April 30, 2024
Capitol building in DC with image of cellphone with tiktok logo on screen

President Biden signed a bill to force the sale of TikTok by ByteDance, the Chinese company that owns it, or ban the widely popular video app in the United States. 

Ellen P. Goodman, a Distinguished Professor at Rutgers Law School and co-founder and co-director of the Rutgers Institute for Information Policy and Law, talks about how we got here.

What are the concerns surrounding TikTok that led to bipartisan support in Congress for the bill? 

The stated concerns are threefold: the Chinese government could obtain data about American citizens, the app could be used to spread propaganda to American citizens through algorithmic amplification, and related national security concerns around surveillance and disruptive communications.

If I have TikTok on my phone, should I be concerned? Is my information at risk and is there something I should do to protect myself?  

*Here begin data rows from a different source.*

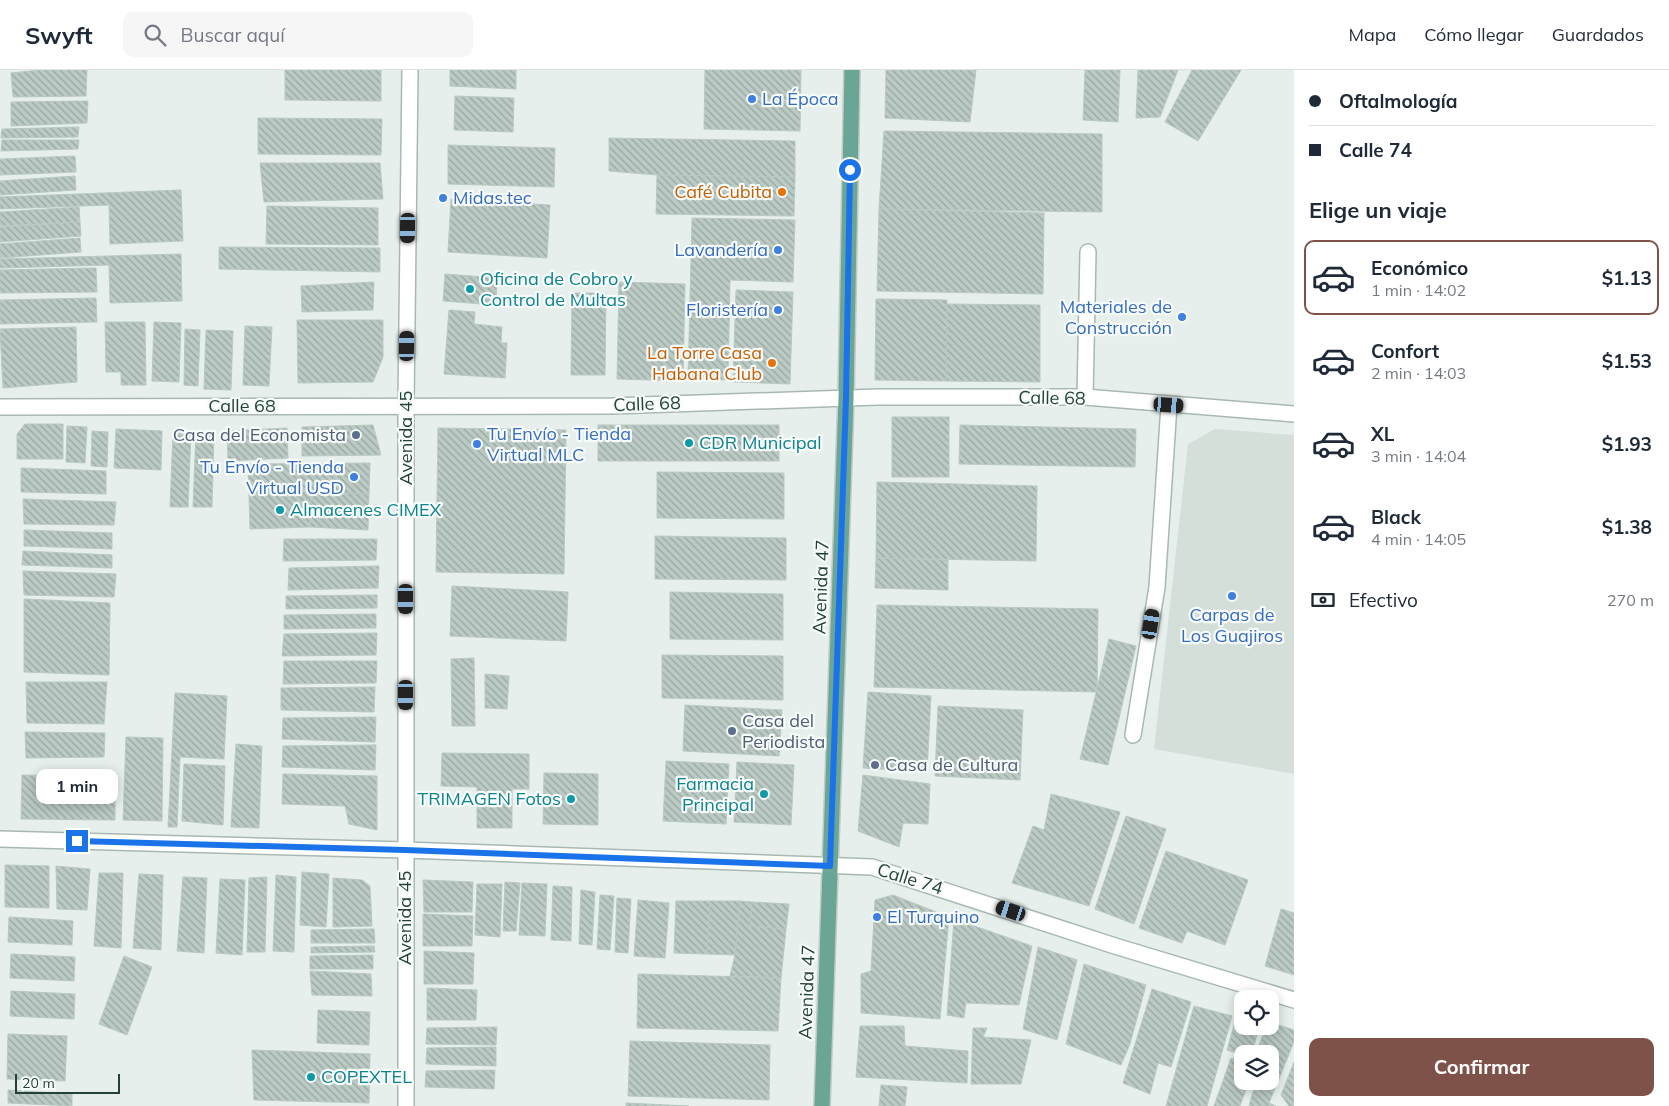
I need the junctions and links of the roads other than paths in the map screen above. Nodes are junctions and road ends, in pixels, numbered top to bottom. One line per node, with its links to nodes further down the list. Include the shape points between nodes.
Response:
1 (410, 70): 6 (street, Avenida 45)
2 (852, 70): 5 (main road, Avenida 47)
3 (1088, 252): 4 (street)
4 (1084, 397): 5 (street, Calle 68); 7 (street, Calle 68)
5 (846, 399): 6 (street, Calle 68, via 612,406); 13 (main road, Avenida 47)
6 (406, 405): 8 (street, Calle 68); 12 (street, Avenida 45)
7 (1169, 405): 9 (street, Calle 68); 10 (street, via 1157,586)
8 (0, 407)
9 (1294, 414)
10 (1134, 735)
11 (0, 839): 12 (street, Calle 74)
12 (405, 850): 13 (street, Calle 74); 15 (street, Avenida 45)
13 (830, 866): 14 (street, Calle 74, via 872,867); 16 (main road, Avenida 47)
14 (1294, 1000)
15 (406, 1106)
16 (822, 1106)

The truth is that American citizens' data can be bought and sold regardless of what social media platform they use or who owns it. If the Chinese government wants personal data concerning American citizens, it can purchase it from data collectors without having any ownership interest in a social media platform (an accompanying new law makes it harder for foreign adversary-owned compaines to purchase data from a data broker). Unfortunately, without stronger data protection laws, there is very little that individuals can do to protect their data, except for making sure that their privacy settings are set as strong as they can be. In some states, including New Jersey, there are state data protection laws that give individuals greater control of the collection and use of their personal data.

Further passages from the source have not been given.